Let’s try a small experiment on this high-dimensional issue. Suppose we have a 10 dimensional setting with covariates uniformly distributed on \((0, 1)^{10}\), and Suppose the outcome is a regression model that depends only on the first variable. The following code setup this model. And we want to know what is the expected performance. Recall the idea of simulation in the Ridge regression, we could repeatedly perform this many times to estimate the approximation error:
\[ E \Big[ \big(\widehat{f}(x_0) - f(x_0) \big)^2 \Big]\] where \(x_0 = c(0, 0, 0, \ldots, 0)\).
# Let's try a new package FNN
library(FNN)
p = 10
n = 100
# the target prediction point
# be careful that this needs to be a 1xp matrix
x0 = matrix(rep(0, p), nrow = 1, ncol = p)
# number of simulations
nsim = 300
# vector to store predicted values
allerror = rep(NA, nsim)
for (l in 1:nsim)
{
# generate data
X = matrix(runif(n*p), nrow = n, ncol = p)
y = X[, 1] + X[, 2] + X[, 3] + rnorm(n, sd = 0.5)
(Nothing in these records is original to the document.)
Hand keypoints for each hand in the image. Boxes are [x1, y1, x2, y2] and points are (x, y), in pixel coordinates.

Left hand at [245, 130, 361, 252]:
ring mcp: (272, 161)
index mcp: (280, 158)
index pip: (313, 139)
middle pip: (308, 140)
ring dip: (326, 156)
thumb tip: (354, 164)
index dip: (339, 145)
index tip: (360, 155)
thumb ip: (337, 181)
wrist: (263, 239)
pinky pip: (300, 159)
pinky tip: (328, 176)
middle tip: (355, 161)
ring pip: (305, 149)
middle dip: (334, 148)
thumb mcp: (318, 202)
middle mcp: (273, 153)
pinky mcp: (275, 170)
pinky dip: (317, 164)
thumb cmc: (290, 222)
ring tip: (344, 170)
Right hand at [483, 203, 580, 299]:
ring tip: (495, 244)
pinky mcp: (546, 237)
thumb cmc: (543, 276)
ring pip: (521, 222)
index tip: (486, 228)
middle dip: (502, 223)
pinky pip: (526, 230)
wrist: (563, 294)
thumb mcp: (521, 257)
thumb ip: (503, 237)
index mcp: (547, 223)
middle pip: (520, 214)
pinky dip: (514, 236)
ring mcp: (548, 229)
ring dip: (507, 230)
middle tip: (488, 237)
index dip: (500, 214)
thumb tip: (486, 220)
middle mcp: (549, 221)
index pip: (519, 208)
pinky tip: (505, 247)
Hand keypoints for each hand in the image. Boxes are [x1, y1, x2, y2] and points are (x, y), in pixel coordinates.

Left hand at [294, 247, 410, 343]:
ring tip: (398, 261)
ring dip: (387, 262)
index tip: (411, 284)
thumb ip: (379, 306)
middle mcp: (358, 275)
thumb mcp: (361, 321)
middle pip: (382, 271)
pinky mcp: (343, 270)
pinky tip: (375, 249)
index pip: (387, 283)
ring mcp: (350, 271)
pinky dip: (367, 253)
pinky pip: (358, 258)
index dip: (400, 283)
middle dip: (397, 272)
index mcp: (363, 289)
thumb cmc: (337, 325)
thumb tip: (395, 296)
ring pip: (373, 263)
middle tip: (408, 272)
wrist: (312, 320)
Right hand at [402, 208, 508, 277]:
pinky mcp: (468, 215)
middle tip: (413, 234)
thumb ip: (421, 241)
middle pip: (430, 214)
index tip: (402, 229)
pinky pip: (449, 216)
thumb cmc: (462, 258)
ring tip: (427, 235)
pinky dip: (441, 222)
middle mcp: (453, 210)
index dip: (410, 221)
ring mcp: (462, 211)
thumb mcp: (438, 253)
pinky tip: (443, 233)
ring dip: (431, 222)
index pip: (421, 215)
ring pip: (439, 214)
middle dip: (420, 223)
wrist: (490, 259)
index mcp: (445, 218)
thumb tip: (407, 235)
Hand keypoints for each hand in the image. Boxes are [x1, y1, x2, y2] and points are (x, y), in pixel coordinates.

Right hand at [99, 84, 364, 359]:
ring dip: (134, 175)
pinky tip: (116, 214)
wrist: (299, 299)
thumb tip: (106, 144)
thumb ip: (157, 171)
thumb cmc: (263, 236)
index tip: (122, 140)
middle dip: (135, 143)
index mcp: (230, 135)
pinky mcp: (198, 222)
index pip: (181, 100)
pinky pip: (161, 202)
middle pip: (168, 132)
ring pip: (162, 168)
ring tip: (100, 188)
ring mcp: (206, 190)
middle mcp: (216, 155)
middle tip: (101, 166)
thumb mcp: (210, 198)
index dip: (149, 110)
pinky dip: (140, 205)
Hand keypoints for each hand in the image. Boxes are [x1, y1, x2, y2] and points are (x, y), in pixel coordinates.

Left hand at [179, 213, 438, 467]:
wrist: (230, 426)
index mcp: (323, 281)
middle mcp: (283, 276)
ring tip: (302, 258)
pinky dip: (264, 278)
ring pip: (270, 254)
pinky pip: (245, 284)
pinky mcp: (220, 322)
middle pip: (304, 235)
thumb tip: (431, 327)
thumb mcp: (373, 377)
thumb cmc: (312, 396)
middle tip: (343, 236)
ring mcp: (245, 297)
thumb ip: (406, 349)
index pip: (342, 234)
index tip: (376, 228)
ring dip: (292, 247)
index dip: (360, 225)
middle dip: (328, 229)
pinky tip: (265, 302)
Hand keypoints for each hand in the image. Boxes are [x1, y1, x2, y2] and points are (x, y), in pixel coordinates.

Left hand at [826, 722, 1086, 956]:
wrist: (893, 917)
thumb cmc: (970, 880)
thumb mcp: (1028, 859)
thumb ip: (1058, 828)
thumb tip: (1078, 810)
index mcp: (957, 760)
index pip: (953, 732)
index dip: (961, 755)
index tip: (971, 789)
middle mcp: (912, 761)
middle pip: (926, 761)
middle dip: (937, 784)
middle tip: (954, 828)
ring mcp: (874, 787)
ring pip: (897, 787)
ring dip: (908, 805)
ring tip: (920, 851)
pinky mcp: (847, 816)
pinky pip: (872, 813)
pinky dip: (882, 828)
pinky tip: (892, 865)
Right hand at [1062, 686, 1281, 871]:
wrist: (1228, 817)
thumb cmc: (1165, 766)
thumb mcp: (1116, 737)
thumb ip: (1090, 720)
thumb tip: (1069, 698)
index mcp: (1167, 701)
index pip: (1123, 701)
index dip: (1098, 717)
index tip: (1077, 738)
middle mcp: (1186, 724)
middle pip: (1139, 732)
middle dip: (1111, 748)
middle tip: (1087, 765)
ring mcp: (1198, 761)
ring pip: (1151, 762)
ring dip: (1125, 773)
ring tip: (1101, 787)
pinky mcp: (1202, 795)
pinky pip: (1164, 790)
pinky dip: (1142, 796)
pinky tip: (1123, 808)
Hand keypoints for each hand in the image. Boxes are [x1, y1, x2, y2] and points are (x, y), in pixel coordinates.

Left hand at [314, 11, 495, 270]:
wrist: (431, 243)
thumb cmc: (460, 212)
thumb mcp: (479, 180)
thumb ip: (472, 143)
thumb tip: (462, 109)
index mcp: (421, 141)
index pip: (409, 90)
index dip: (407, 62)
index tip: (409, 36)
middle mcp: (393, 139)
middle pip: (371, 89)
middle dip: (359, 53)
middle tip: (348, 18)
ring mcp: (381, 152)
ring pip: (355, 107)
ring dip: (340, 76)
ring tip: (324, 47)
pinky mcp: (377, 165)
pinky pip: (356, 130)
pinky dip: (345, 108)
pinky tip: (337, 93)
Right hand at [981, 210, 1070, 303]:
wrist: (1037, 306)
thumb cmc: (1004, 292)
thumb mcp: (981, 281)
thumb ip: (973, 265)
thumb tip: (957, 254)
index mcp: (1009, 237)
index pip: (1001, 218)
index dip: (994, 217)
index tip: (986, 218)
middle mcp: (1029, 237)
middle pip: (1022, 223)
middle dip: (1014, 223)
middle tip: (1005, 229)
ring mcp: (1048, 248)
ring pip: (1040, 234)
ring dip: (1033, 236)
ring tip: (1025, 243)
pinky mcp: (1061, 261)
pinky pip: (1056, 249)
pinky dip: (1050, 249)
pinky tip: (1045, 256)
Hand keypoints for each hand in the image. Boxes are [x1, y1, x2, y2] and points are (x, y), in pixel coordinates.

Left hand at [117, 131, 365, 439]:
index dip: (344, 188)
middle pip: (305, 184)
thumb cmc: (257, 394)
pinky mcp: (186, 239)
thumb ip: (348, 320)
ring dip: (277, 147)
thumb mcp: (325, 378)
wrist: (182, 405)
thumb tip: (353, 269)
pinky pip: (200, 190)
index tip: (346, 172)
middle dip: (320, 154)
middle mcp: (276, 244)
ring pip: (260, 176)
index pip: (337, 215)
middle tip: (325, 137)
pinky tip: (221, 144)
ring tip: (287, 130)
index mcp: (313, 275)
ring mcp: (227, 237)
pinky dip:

# "5-nearest neighbor" regression using the FNN package
# for this question, use the "brute force" algorithm to search for the NNs
knn.fit = knn.reg(train = X, test = x0, y = y,
k = 5, algorithm = "brute")
# record the prediction error of this run
# the truth f(x_0) is 0
allerror[l] = (knn.fit$pred - 0)^2
}
# the prediction error
mean(allerror)
## [1] 1.052382
Use the same code, calculate the prediction error at \(x_0 = c(1, 1, 1, 0, \ldots, 0)\). What are the prediction errors if \(p = 5, 10\) and \(20\)?
# Let's try a new package FNN
library(FNN)
p = 20
n = 100
# the target prediction point
# be careful that this needs to be a 1xp matrix
x0 = matrix(c(rep(1, 3), rep(0, p-3)), nrow = 1, ncol = p)
# number of simulations
nsim = 300
# vector to store predicted values
allerror = rep(NA, nsim)
for (l in 1:nsim)
{
# generate data
X = matrix(runif(n*p), nrow = n, ncol = p)
y = X[, 1] + X[, 2] + X[, 3] + rnorm(n, sd = 0.5)
# "5-nearest neighbor" regression using the FNN package
# for this question, use the "brute force" algorithm to search for the NNs
knn.fit = knn.reg(train = X, test = x0, y = y,
k = 5, algorithm = "brute")
# record the prediction error of this run
# the truth f(x0) is 3
allerror[l] = (knn.fit$pred - 3)^2
}
# the prediction error
mean(allerror)
However, why our model performs well in the handwritten digit example? There is possibly (approximately) a lower dimensional representation of the data so that when you evaluate the distance on the high-dimensional space, it is just as effective as working on the low dimensional space. Moreover, the digit classes can be effectively separated if we only focus this low dimensional space. Hence, the performance can be satisfactory.
Dimension reduction is an important topic in statistical learning and machine learning. Many methods, such as sliced inverse regression (Li, 1991) and UMAP (McInnes, et al. 2018) have been developed based on this concept.
Think about the previous example of the dimensionality issue. What if all covariates are highly linearly dependent? Would that lead to an approximately low dimensional representation and potentially improve the prediction accuracy? Can you use a simulation study to confirm that?